VF: I remember that very well, because my first solo exhibition was not long ago. I was really interested in how the viewers would react to the pieces and whether I would make any sales. I told my parents that it would be wonderful if I could sell two or three of my pieces. In the end, practically everything was gone, and I was completely shocked! I love the pictures myself very much and am very happy and honored that others do the same.

EXPANDED.ART: A recurring motif in your paintings is the cat. What does it stand for?

VF: I myself have three little tigers at home: Willi, Flip, and Suri. My love for cats dates back to my childhood, as evidenced by my crudely painted cats. My parents have kept many of my paintings and archived them in a thick folder. This is a real treasure for me, and I reinterpret many of my early paintings today.

EXPANDED.ART: You are at the forefront of online culture and were one of the first bloggers in Germany. What role does social media play for you and your art?

VF: I'm just coming back from a three-week social media hiatus and slowly finding my way back into the online world. We consume so much bullsh*t online and try to fill empty holes inside us with our social media consumption because dealing with these issues is usually pretty painful. I have drastically reduced my screen time and try to be on social media for no more than an hour a day. I see social media as my portfolio, where I can show my work and speak about my topics. Social media has enabled me to do many of the great collaborations that I get to do, for which I’ve worked hard. I'm grateful for these opportunities, which might not have happened without the reach and influence I gained through Instagram and Co.

EXPANDED.ART: In your work as an author and podcaster, femininity, sexism, and the female body play a big role. Do you visualize these topics in your art as well?

VF: Feminism is not yet a motif in my art but is ever-present in all my other work as a presenter and author. This topic will certainly find its place in my art as well; it will come about naturally, just like all the other works. I'm already curious about what form that will take.

EXPANDED.ART: Through social media, a new feminist movement has evolved. How do you see digital feminism's place in traditional feminist discourse?

VF: Digital feminism is very empowering. Growing up, I had very few female role models. Fortunately, this is changing, also thanks to the Internet, and feminists are fighting for women’s rights everywhere. Nevertheless, it’s still a constant, tiring struggle, and a lot of education still needs to be done.
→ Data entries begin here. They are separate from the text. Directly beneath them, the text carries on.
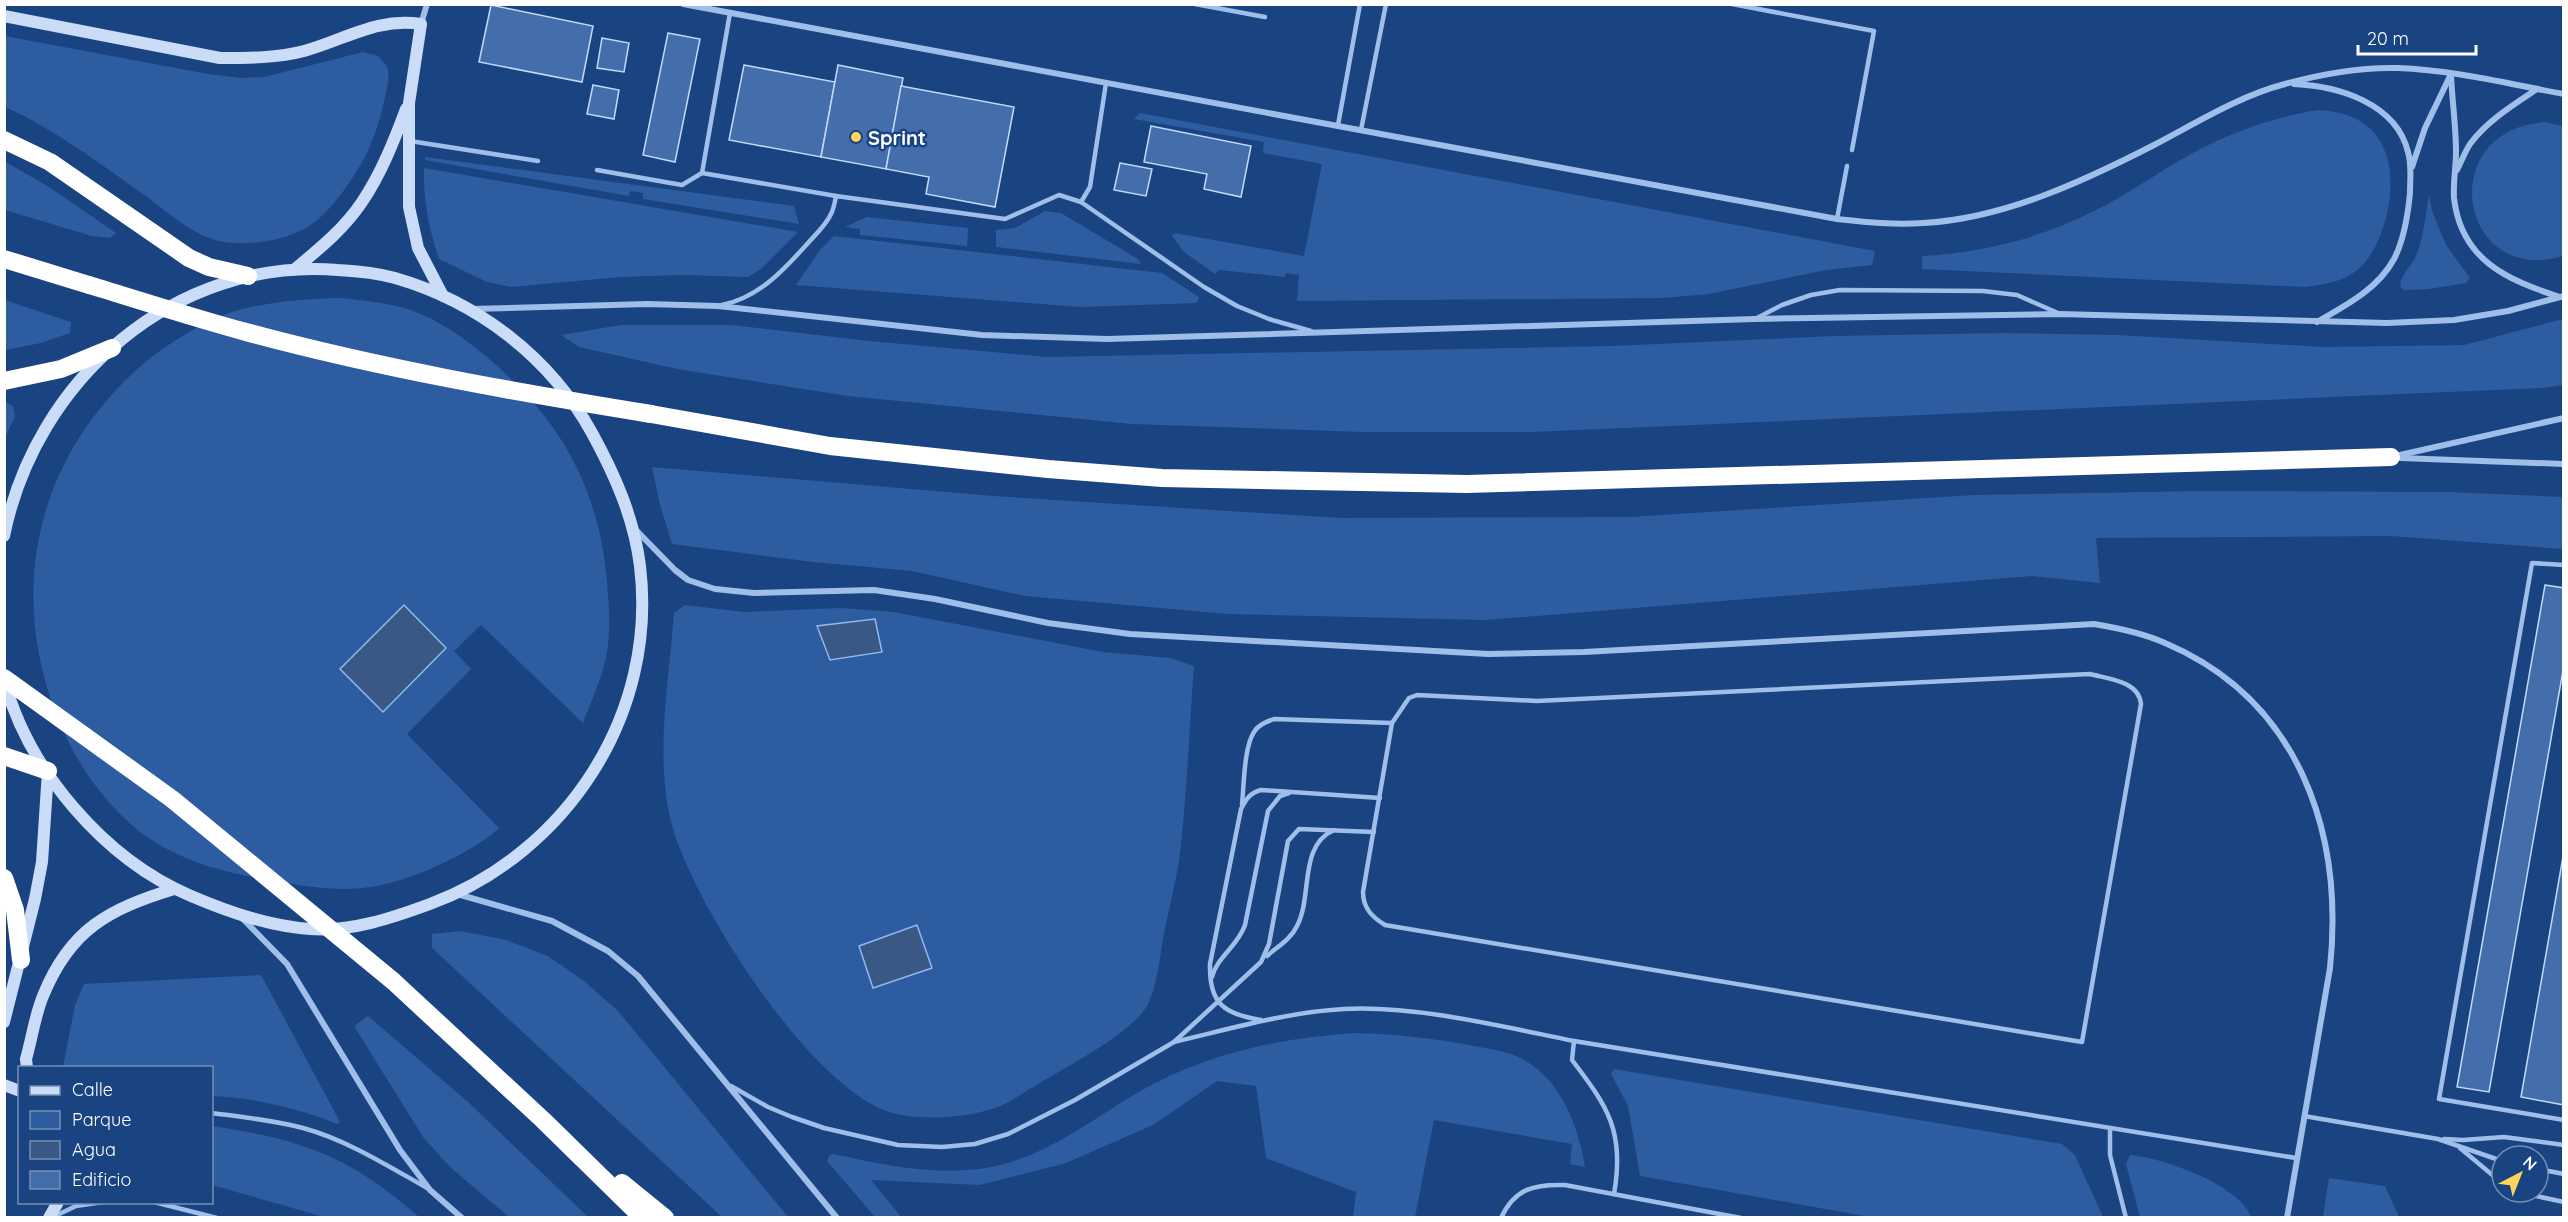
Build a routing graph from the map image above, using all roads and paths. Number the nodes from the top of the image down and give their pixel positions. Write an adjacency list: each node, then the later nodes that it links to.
1 (427, 4): 10 (street)
2 (683, 4): 7 (street)
3 (1196, 4): 9 (lane)
4 (1360, 4): 17 (lane)
5 (1386, 4): 18 (lane)
6 (1732, 4): 21 (lane)
7 (730, 13): 12 (street); 26 (lane)
8 (4, 16): 10 (street)
9 (1265, 17)
10 (421, 24): 16 (street)
11 (2451, 74): 13 (street); 14 (street); 25 (street); 27 (street)
12 (1106, 82): 17 (street); 29 (lane)
13 (2285, 84): 25 (street); 30 (street)
14 (2537, 89): 15 (street); 27 (street)
15 (2564, 94)
16 (409, 103): 20 (street); 32 (street)
17 (1338, 125): 18 (street)
18 (1361, 130): 30 (street)
19 (4, 140): 33 (highway)
20 (409, 141): 22 (lane); 34 (street)
21 (1852, 150)
22 (538, 161)
23 (1847, 166): 30 (lane)
24 (597, 170): 26 (lane)
25 (2411, 170): 40 (street)
26 (702, 172): 28 (lane)
27 (2455, 173): 35 (street)
28 (836, 196): 29 (lane); 36 (lane)
29 (1081, 202): 41 (lane)
30 (1837, 219)
31 (4, 260): 45 (highway, bridge)
32 (295, 269): 33 (street); 34 (street)
33 (248, 276): 42 (street)
34 (443, 296): 37 (street)
35 (2562, 297): 40 (street)
36 (718, 306): 37 (street); 41 (street)
37 (470, 309): 47 (street)
38 (2060, 314): 39 (street); 39 (lane); 40 (street)
39 (1755, 319): 41 (street)
40 (2316, 323)
41 (1311, 331)
42 (112, 348): 43 (highway); 48 (street)
43 (4, 381)
44 (2564, 418): 45 (street)
45 (2391, 457): 46 (street)
46 (2564, 464)
47 (632, 527): 61 (street); 76 (street)
48 (4, 536)
49 (2564, 565): 78 (lane)
50 (4, 679): 53 (street); 77 (highway, bridge)
51 (1392, 723): 55 (lane); 56 (lane); 58 (lane)
52 (4, 756): 53 (highway)
53 (48, 771): 60 (street); 63 (street)
54 (1292, 792): 55 (lane); 56 (lane); 65 (lane)
55 (1380, 798): 58 (lane)
56 (1241, 809): 65 (lane)
57 (1335, 830): 58 (lane); 64 (lane); 64 (lane)
58 (1374, 832)
59 (4, 878): 63 (highway)
60 (174, 889): 62 (street); 71 (street)
61 (457, 894): 62 (street); 72 (street)
62 (238, 914): 86 (street)
63 (21, 960): 68 (street)
64 (1261, 962): 66 (lane)
65 (1209, 985): 66 (lane)
66 (1218, 1001): 67 (lane); 70 (lane)
67 (1265, 1021): 69 (lane); 70 (lane)
68 (4, 1022)
69 (1574, 1041): 79 (lane); 87 (lane)
70 (1174, 1042): 72 (lane)
71 (27, 1066)
72 (726, 1083): 96 (street)
73 (4, 1084): 74 (street)
74 (18, 1090)
75 (213, 1113): 86 (lane)
76 (2304, 1116): 80 (lane); 84 (street)
77 (543, 1120): 94 (highway); 95 (highway)
78 (2564, 1120)
79 (2110, 1128): 84 (lane); 99 (lane)
80 (2438, 1138): 81 (lane); 82 (lane)
81 (2456, 1145): 83 (lane); 85 (lane)
82 (2564, 1145)
83 (2490, 1157)
84 (2296, 1158): 100 (street)
85 (2490, 1173)
86 (430, 1190): 93 (street)
87 (1614, 1194): 97 (lane); 98 (lane)
88 (58, 1204): 91 (street)
89 (94, 1204): 91 (lane)
90 (158, 1204): 92 (lane)
91 (51, 1218)
92 (217, 1218)
93 (462, 1218)
94 (643, 1218)
95 (665, 1218)
96 (837, 1218)
97 (1501, 1218)
98 (1741, 1218)
99 (2126, 1218)
100 (2287, 1218)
EXPANDED.ART: And where do you see your role within the feminist discourse?

VF: I always try to draw attention to injustices, whether online or at the supermarket checkout. I also debated whether I should work with EXPANDED.ART because Johann König is currently being criticized for sexism. Generally, I would like to see more courage in the art scene to take a stand on such issues and speak openly about them.

EXPANDED.ART: You appear very confident in how you present yourself. How do you overcome self-doubts, especially when creating art?

VF: I can go on a stage and speak in front of 5,000 people with no problem. But showing my paintings was intense. I was nauseous from excitement; I hadn't realized it was that bad. For years I have been presenting myself as a person on the Internet and have been building my personal brand online, but it was different with art. Perhaps because the old and established art scene is still very harsh in its criticism. Social media helps here, too: anyone can become an artist or even a critic. For me, the elitist art scene has had its day. I find nasal murmurs, strange etiquette, and blasphemies about artists and gallery owners alienating. I also did not know that it is frowned upon to introduce oneself as an artist to galleries. You have to be discovered. I introduced myself anyway; I never got an answer. Maybe at the next one. Or I stay without a gallery, which works great so far.

EXPANDED.ART: To any artist just starting out, what advice would you give?

VF: Be open, show yourself and your paintings. Create a strong network and a thick skin to hide behind during difficult times. Be a nice person (in life anyway), support other artists, and have a clear position.